Tracking the Necessary Conditions of Optimality

Eric Visser, FRANCOIS Gregory, WELZ Carsten, SRINIVASAN Bala, BONVIN Dominique

Dynamic optimization has been widely studied in literature. The available studies often involve implementing a profile that has been determined off-line on the basis of a model. However, this approach may not lead to optimality when there is uncertainty on raw materials, model parameters, or when there are some disturbances. Industry typically copes with uncertainty by introducing conservatism that guarantees constraint satisfaction. Such an approach is normally very conservative and performance can be quite poor. The core idea of measurement-based optimization is to use process measurements to compensate for the effect of uncertainty.

Among measurement-based optimization methods, the indirect ones are those where the model is refined periodically and used for reoptimization. This method is computationally expensive and the model-refinement suffers from the lack of persistency of excitation. Thus, the direct measurement-based optimization approach is investigated here, where an optimized reference is tracked.

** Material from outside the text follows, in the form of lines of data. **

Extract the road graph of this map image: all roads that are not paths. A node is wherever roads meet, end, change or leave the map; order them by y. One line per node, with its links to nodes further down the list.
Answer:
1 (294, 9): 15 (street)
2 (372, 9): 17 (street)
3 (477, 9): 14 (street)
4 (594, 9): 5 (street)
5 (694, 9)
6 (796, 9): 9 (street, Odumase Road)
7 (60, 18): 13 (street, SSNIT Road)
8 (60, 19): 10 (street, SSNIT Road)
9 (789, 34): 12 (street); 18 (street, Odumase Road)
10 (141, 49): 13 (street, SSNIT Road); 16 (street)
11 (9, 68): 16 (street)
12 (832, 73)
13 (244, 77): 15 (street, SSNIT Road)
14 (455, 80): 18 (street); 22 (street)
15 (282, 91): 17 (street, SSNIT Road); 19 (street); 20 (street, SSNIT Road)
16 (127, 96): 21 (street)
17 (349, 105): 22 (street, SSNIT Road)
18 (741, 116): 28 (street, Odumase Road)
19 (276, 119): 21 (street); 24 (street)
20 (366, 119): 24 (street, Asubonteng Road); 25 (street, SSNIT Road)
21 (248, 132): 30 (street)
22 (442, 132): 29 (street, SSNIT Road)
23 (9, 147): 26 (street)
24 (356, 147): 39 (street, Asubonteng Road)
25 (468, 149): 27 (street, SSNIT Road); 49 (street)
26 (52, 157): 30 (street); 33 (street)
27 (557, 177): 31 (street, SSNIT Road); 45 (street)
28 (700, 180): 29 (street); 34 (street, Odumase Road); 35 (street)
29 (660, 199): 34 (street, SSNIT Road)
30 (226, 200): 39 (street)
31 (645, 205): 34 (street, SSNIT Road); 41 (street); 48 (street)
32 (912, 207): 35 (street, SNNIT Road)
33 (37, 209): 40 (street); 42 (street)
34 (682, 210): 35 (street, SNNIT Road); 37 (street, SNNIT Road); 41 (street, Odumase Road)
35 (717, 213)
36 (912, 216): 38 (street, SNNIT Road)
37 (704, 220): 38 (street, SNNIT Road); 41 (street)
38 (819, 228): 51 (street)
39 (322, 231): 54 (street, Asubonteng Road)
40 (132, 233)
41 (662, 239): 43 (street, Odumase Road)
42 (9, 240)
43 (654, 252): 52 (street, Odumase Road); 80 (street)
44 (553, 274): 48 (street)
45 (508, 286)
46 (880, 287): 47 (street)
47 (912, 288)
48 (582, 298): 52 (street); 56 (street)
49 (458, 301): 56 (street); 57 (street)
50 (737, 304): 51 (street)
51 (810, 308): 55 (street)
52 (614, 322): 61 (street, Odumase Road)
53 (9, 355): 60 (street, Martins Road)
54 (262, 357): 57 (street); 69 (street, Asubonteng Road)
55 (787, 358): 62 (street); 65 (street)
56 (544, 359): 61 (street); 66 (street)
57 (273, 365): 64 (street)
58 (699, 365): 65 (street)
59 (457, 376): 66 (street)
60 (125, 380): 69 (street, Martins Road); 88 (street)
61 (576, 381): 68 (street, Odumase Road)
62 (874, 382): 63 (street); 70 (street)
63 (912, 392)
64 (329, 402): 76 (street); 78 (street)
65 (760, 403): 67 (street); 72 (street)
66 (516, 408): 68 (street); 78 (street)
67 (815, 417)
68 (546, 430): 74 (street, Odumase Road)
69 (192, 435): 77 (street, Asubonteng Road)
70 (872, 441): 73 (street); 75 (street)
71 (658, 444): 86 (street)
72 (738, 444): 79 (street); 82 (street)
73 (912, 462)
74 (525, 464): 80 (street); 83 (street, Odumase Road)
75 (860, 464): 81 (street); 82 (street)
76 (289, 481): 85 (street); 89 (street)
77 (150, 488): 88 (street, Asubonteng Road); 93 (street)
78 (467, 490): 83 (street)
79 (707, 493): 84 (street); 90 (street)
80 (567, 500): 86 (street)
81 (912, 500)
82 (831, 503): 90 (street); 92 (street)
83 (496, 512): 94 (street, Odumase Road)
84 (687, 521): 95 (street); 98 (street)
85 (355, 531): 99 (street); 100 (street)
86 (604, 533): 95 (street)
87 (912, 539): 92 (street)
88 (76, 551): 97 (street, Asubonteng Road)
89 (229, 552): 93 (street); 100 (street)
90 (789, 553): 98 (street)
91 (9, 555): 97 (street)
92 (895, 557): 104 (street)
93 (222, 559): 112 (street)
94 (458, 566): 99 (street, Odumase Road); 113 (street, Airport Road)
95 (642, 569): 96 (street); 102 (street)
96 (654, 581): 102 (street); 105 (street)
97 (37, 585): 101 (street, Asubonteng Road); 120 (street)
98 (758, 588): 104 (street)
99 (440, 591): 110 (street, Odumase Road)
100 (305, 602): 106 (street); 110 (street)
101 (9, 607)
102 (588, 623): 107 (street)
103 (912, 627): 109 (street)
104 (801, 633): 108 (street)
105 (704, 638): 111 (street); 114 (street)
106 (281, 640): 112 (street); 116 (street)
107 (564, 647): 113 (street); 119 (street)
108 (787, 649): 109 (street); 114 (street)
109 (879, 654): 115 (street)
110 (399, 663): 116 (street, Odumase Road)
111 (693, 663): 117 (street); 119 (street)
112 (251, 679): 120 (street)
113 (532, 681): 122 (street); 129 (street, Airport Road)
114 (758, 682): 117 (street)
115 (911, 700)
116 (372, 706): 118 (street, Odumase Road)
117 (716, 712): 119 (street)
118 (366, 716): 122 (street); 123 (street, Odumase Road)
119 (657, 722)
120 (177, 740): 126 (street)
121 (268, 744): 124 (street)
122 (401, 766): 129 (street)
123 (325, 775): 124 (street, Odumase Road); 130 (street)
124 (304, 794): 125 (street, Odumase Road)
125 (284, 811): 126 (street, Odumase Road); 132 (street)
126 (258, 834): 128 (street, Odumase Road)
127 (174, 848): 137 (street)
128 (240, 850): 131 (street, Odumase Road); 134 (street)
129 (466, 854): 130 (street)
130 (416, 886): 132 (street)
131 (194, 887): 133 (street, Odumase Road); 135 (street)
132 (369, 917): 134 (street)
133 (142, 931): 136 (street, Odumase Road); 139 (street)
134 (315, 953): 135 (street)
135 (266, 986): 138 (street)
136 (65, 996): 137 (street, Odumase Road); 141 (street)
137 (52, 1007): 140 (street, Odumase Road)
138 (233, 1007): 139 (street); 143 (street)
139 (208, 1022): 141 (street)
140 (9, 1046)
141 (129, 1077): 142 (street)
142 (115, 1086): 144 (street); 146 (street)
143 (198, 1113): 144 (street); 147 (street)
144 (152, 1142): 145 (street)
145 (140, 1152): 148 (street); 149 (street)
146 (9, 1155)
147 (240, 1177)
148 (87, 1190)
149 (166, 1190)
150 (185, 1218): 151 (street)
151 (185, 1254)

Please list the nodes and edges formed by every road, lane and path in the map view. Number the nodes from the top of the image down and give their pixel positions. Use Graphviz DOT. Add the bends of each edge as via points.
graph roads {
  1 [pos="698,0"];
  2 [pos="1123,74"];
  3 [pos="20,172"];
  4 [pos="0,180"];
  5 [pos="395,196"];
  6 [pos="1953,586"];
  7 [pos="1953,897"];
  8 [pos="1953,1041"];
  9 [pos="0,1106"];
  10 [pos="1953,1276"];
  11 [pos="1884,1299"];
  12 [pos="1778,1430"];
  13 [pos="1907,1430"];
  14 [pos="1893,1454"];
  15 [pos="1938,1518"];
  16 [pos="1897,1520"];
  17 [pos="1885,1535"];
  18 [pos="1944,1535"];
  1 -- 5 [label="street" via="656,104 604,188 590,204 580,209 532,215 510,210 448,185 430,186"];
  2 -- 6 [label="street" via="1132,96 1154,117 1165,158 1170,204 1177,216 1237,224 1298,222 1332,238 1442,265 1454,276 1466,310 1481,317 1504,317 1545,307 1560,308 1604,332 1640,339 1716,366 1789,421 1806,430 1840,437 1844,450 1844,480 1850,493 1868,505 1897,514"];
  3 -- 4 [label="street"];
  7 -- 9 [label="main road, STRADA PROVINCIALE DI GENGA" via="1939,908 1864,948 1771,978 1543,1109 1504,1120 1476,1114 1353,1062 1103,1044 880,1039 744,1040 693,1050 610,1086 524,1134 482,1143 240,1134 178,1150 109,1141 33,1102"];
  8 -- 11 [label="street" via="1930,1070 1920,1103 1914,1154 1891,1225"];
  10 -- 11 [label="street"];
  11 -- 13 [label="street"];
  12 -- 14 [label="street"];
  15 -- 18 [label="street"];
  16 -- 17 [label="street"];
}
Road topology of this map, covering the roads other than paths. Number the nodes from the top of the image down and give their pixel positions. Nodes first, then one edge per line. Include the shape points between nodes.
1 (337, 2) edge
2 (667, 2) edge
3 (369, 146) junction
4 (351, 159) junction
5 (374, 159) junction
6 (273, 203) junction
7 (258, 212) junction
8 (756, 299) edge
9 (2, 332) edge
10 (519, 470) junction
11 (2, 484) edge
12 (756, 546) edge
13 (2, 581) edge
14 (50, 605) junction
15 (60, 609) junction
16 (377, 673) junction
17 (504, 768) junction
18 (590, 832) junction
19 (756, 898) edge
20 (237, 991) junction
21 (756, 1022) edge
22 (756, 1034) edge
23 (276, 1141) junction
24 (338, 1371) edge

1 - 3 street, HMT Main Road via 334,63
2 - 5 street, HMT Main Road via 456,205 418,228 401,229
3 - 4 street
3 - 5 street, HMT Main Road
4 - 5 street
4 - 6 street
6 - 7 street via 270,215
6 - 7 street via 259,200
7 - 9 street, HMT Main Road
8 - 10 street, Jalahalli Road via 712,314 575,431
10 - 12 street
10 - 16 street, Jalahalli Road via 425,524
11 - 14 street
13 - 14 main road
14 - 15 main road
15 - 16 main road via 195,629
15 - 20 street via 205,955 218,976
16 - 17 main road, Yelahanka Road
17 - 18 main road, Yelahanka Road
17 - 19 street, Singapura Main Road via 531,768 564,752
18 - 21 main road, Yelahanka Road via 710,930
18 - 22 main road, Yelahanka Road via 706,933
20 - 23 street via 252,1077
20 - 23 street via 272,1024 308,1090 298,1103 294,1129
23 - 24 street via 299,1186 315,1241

The main contribution of this project is to demonstrate that the necessary conditions of optimality can be tracked in the presence of uncertainty. The optimal solution consists of two parts, (i) the constraints and (ii) the sensitivities, i.e, the gradient of the cost with respect to the input. Furthermore, in dynamic optimization, there are two types of constraints and sensitivity conditions: i) the path conditions that are related to quantities during the batch and ii) the terminal conditions that are related to quantities at the end of the batch. Various methodologies for tracking the path and terminal conditions using appropriate measurements are considered in subsequent projects.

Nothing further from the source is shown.